Bajada de elmundo.es |
Cuando oigo hablar
de la dieta mediterránea, enseguida comienzan a pasar delante de mis ojos
regiones como la catalana, la mallorquina, la valenciana, la murciana, la
andaluza y países como Francia, Italia, Grecia… A pocos más llego. Olvido de un
plumazo toda la parte sur de este Nostrum
Mare que como dice Dikembe no parece
ser muy nuestro. Marruecos, Argelia, Túnez, Libia, Egipto, etc. se me caen de
la memoria al pensar en cuestiones gastronómicas. A pesar de haber sido educado
en una cultura judeocristiana y bajo un régimen dictatorial, no termino de
entender este olvido porque cuando cierro los ojos y evoco el mapa de Europa de
mi primer colegio, puedo seguir perfectamente las líneas rectas que en el papel
hacen de fronteras entre los diferentes países. ¿Cuántos de nosotros
incluiríamos en estos países mediterráneos a Siria? Y, en cambio, ahí la
tienes, entre Turquía e Israel. Tan mediterránea como las del norte, sin que pertenezca
al sur. Lo que quiero decir es que con aquella edad, seis o siete años, poco
sabía yo de culturas y religiones. Y menos de odios. Salvo que había una sola,
la católica, como una era la patria también, aunque esta grande y libre. Y mira
ahora, diminuta y dependiente. En contra de aquello, mi memoria fotográfica me
traiciona y me dibuja perfectamente ese mapa en el que Marruecos es rojo,
Argelia verde, Túnez morado, Libia naranja y Egipto amarillo. Y luego Israel en
marrón, Siria en gris y Turquía también morada. Yo, con seis años, tenía pocos
prejuicios si exceptuamos el de asearme. Si multiplico aquella edad por diez,
los prejuicios se multiplican por mil, aunque desaparece el desaseo. Y, a pesar
de creerme más preparado para la vida con los sesenta, lo cierto es que antes no
me daba miedo el mañana. Todo lo contrario, quería que el tiempo corriera para
hacerme mayor, como si fuera una meta y no una consecuencia de vivir. Es lo que
tiene imitar sin pensar, desear sin
tener presente tus propios gustos. ¿Qué es lo que todos estos años he aprendido
para que desprecie la mitad de las tierras mediterráneas? Pues no lo sé, y me
joraba. ¿Acaso ya han conseguido que vea el mundo con la óptica de si no eres
mi amigo, me deseas algún mal? ¿Acaso morir en tropel ya es aceptado por la sociedad
como algo inevitable? ¿Acaso el miedo ya es una fórmula de gobierno viable? Me
niego a ello, aun en la posibilidad de estar confundido. Prefiero ser un
comunista equivocado que un neoliberal acertado. Dikembe, con lo que dice y
cómo se expresa, me acerca a aquellos años en los que se pedía para el DOMUND.

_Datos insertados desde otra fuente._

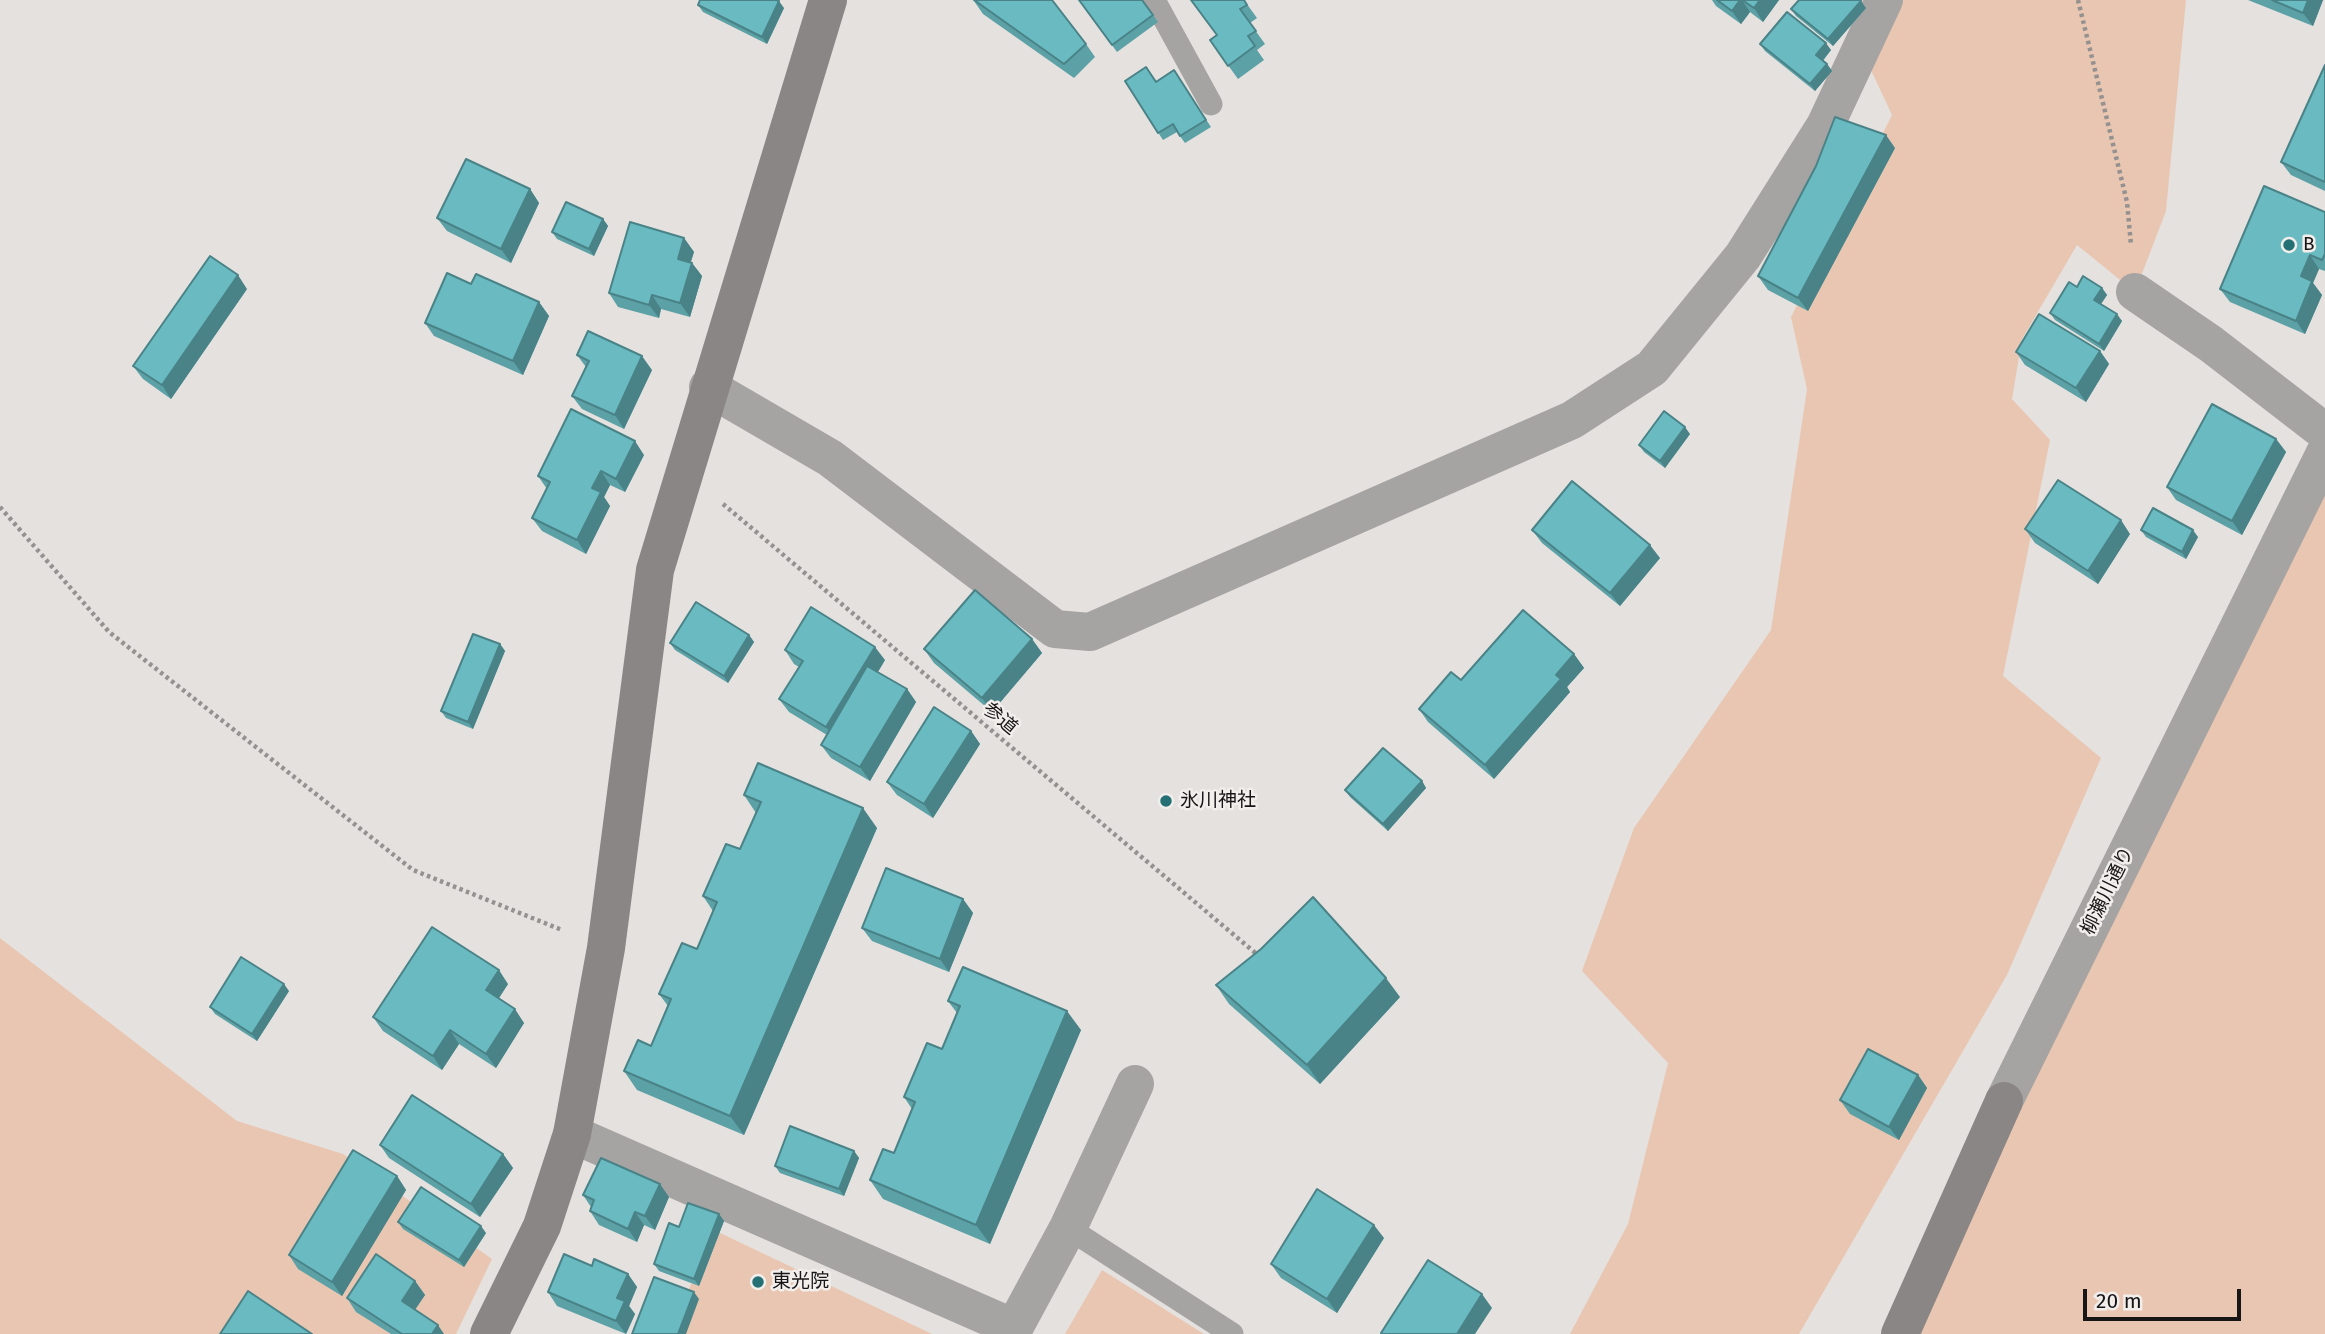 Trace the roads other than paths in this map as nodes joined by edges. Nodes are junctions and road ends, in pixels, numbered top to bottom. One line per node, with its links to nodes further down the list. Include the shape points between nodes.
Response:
1 (828, 0): 6 (street)
2 (1154, 0): 4 (lane)
3 (1879, 2): 6 (street, via 1825,126 1743,256 1652,368 1572,420 1090,632 1055,629 830,458)
4 (1211, 104)
5 (2135, 292): 7 (street)
6 (708, 387): 10 (street, via 655,570 606,947)
7 (2325, 432)
8 (2325, 453): 14 (street, 柳瀬川通り, via 2004,1101)
9 (1135, 1084): 11 (street)
10 (572, 1133): 11 (street, via 1014,1328); 12 (street, via 542,1226)
11 (1068, 1228): 13 (lane)
12 (489, 1334)
13 (1232, 1334)
14 (1900, 1334)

Las huchas de loza eran cabezas de negritos, chinitos, malayos, y hasta había
indios americanos. Esa era mi preferida. Así nos hacían ver el mundo. Nosotros
éramos los salvadores de los pobres que no habían conocido a Dios. Esos niños,
si morían, que morían tantos como ahora, iban al limbo. Ahora no pueden porque
esa zona de nadie se la cargó el Papa Benedicto XVI. Ahora los niños sin
bautizar son unos enchufados, van al cielo sin más, a pesar de la opinión de
San Agustín que en el siglo V los mandaba al infierno. Luego se empezaron a
templar gaitas y a partir del siglo XIII se concibió una especie de campamento
de niños no bautizados que no sufrían por no ver a Dios porque no le conocían.

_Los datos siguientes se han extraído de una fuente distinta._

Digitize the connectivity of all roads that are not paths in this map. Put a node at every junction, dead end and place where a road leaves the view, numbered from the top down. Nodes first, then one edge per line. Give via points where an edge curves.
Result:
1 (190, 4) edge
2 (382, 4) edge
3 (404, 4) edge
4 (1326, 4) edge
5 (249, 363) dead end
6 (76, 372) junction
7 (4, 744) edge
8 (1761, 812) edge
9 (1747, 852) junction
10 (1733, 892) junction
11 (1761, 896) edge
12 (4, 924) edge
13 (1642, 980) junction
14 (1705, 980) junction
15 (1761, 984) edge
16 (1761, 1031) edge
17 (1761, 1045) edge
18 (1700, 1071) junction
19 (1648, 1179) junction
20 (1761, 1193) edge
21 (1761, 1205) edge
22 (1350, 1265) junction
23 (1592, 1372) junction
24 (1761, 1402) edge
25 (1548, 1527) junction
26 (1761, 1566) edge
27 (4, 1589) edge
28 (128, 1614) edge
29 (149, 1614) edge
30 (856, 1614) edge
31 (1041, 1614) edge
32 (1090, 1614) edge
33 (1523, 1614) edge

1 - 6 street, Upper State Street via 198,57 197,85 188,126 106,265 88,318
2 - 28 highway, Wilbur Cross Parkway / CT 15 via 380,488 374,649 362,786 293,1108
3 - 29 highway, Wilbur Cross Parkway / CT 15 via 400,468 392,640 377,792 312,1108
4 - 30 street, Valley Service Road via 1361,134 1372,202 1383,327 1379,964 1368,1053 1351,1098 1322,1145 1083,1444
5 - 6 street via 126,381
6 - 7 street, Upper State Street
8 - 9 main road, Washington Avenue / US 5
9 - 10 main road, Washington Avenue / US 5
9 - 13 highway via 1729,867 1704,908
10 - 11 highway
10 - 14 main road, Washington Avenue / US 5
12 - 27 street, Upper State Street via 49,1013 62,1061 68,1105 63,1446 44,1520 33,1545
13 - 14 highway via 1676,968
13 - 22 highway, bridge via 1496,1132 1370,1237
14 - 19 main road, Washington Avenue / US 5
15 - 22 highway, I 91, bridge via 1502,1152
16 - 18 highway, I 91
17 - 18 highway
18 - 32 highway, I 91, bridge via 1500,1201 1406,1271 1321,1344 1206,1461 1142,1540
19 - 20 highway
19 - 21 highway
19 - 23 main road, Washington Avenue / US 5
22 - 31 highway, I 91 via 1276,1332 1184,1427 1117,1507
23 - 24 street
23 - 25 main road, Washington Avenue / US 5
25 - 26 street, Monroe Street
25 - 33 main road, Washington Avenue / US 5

Ahora eso no pasa, porque los niños sin bautizar y los bautizados también,
escuchan sin ninguna dificultad las ventajas de tener un Mercedes en vez de un
Skoda, por ejemplo. Ellos sí son conscientes de lo que se pierden al no poder
conducir un Rolls. Y esa es la humildad con la que Dikembe parece encarar su
primera niñez consciente, en la que no queda claro quien es su madre, su padre
o sus hermanas. Pero, lo aclarará no os preocupéis. Y no os reviento nada, solo
os cuento que tal y como se expresa nuestro amigo, a veces y respecto a su
familia, no es ningún error del editor, sino un avance de lo que será.
Este
viaje fue un desastre total como verás, no como el primero en el que, a pesar
de perder a los padres de mi supuesto padre, conseguimos llegar a Karuba y
salvarnos más de los que quedaron por el camino. Y esto, en un viaje a pie por
África, es un gran triunfo, je t’assure.
Pero está claro que todo tiene un precio y lo suelen pagar los más débiles como
estás harto de ver, según tú, en los documentales que se ocupan de los ‘animales’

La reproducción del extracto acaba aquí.